- Born: October 17, 1877 Brooklyn Township, Susquehanna County, Pennsylvania
- Died: February 10, 1956 (aged 78)
- Occupation(s): American biologist, researcher and educator

= Robert Stanley Breed =

U.S. biologist and microbiologist (1877–1956)

Robert Stanley Breed (October 17, 1877 – February 10, 1956) was an American biologist, born in Brooklyn, Pennsylvania. He received a bachelor's degree from Amherst College in 1898, an M.S. from the University of Colorado in 1899, and a Ph.D. from Harvard in 1902. In 1902 he became professor of biology at Allegheny College and was there secretary of the faculty in 1907–1910. He became known especially for his researches on the post-embryonic development of insects and for his contributions to scientific journals on the public milk supply. In 1903 he published The Changes which Occur in the Muscles of a Beetle during Metamorphosis.

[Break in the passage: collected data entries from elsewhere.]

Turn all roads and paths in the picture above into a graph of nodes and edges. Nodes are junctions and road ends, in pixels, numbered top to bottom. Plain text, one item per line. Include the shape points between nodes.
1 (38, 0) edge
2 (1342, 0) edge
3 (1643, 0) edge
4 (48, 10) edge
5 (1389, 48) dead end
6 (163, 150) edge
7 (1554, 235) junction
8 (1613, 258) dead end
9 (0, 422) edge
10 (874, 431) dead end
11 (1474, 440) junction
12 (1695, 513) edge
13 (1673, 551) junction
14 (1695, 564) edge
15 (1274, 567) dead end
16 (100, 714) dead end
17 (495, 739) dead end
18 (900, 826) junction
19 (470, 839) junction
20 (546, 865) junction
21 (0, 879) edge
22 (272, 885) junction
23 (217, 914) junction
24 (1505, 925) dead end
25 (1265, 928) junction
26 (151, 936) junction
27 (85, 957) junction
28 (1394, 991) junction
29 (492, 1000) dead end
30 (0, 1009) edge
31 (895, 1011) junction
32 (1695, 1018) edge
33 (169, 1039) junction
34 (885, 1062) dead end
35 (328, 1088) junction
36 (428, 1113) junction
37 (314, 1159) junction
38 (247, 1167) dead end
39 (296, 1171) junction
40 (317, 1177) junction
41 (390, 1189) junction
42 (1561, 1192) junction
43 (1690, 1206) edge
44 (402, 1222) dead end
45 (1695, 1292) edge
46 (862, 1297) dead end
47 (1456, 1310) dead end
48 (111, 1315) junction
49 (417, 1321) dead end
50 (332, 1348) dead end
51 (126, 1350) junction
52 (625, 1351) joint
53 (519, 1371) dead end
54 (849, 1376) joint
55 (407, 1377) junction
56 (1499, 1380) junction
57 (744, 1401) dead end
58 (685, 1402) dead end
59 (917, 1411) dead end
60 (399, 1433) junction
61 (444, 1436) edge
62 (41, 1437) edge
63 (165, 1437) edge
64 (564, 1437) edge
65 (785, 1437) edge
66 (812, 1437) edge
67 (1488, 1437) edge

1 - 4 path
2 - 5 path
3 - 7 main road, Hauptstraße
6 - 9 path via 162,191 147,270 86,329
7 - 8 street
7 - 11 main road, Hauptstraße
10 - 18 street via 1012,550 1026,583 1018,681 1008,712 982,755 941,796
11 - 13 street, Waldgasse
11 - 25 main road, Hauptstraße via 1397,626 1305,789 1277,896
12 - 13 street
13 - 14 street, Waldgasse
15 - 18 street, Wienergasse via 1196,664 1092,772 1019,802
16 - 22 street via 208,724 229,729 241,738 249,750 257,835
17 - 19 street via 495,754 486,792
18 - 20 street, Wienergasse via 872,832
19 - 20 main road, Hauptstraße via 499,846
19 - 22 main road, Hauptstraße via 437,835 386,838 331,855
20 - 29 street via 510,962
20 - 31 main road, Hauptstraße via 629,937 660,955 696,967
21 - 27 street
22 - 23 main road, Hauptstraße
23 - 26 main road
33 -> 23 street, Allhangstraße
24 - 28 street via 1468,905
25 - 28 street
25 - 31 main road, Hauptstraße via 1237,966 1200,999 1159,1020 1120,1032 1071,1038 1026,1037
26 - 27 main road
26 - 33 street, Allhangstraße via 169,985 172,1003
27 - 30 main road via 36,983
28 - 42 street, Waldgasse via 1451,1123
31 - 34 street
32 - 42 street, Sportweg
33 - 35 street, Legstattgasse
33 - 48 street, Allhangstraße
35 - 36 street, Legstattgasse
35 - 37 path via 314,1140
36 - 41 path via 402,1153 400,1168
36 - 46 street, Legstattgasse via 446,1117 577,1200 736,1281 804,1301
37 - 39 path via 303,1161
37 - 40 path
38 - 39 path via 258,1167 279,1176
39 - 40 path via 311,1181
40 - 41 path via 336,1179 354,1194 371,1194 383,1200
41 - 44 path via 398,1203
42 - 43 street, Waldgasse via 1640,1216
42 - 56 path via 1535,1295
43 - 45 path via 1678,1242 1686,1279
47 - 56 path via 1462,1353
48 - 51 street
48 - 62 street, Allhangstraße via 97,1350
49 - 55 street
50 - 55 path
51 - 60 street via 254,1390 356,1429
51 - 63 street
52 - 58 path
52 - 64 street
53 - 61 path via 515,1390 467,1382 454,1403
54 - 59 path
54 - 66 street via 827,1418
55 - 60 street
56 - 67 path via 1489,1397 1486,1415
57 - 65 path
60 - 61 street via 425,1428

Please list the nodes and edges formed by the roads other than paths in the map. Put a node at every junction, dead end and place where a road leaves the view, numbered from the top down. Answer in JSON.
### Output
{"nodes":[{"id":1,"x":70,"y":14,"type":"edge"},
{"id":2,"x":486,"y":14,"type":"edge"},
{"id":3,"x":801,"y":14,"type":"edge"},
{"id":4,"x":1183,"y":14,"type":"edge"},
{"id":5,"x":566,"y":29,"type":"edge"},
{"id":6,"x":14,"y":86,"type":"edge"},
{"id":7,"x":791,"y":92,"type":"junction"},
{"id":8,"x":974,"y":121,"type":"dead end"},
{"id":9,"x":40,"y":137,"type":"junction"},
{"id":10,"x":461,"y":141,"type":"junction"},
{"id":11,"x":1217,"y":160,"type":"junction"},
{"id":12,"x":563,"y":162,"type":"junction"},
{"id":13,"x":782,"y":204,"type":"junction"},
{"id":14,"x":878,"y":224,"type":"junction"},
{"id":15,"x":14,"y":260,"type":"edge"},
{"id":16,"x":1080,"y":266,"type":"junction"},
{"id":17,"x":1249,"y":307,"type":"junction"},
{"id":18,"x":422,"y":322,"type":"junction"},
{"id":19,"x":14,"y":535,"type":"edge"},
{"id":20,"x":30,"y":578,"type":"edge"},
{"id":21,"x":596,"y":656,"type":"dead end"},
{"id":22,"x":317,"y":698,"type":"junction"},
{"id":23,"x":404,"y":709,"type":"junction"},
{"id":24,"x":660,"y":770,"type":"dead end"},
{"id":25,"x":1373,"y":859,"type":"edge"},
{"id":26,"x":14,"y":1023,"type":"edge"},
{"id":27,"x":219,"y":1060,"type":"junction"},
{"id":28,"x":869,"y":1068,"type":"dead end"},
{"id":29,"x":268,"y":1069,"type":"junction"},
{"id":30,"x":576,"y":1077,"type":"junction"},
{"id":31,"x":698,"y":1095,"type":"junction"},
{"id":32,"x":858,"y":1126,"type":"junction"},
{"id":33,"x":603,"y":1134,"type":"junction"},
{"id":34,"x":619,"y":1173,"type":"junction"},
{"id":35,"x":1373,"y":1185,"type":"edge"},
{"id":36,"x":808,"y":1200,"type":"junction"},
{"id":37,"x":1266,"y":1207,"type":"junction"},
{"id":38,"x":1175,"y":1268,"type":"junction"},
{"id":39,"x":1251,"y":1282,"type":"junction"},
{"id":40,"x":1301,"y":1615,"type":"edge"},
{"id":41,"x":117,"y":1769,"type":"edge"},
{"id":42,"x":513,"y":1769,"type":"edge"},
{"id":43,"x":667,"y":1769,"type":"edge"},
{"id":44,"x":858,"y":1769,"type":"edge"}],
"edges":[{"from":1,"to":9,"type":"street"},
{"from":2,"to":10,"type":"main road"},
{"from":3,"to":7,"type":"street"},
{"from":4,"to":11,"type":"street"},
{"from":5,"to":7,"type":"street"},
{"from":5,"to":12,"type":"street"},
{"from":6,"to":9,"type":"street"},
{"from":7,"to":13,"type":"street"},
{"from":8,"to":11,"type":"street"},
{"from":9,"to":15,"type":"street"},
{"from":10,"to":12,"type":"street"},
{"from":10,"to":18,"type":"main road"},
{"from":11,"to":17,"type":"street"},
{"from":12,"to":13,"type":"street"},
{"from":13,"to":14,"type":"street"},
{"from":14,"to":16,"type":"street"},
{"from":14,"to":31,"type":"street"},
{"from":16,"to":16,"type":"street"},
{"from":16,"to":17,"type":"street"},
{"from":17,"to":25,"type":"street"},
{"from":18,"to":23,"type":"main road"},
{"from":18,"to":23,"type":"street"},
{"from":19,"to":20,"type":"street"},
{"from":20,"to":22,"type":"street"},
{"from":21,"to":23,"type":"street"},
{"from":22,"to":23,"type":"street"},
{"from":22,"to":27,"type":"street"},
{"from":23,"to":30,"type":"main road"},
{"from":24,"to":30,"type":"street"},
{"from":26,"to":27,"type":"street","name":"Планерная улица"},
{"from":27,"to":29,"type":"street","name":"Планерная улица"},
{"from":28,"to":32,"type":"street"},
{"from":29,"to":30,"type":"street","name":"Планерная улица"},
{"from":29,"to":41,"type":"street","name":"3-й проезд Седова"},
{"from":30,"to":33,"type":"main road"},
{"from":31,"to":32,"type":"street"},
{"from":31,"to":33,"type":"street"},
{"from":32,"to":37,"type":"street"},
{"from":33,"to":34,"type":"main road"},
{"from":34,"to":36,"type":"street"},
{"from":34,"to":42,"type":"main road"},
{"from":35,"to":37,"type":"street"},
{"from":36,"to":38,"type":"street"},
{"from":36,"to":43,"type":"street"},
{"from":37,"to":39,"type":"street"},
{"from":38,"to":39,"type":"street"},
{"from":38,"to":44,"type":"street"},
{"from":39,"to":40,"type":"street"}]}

In 1913, Breed became head of bacteriology at the New York Agricultural Experiment Station in Geneva, New York. In 1927, he served as president of the Society of American Bacteriologists. From the 1920s until his death in 1956, he was a principal editor of Bergey's Manual of Determinative Bacteriology.

==Death and interment==
Breed died in 1956, and was buried at the Evergreen Cemetery in Brooklyn Township, Susquehanna County, Pennsylvania.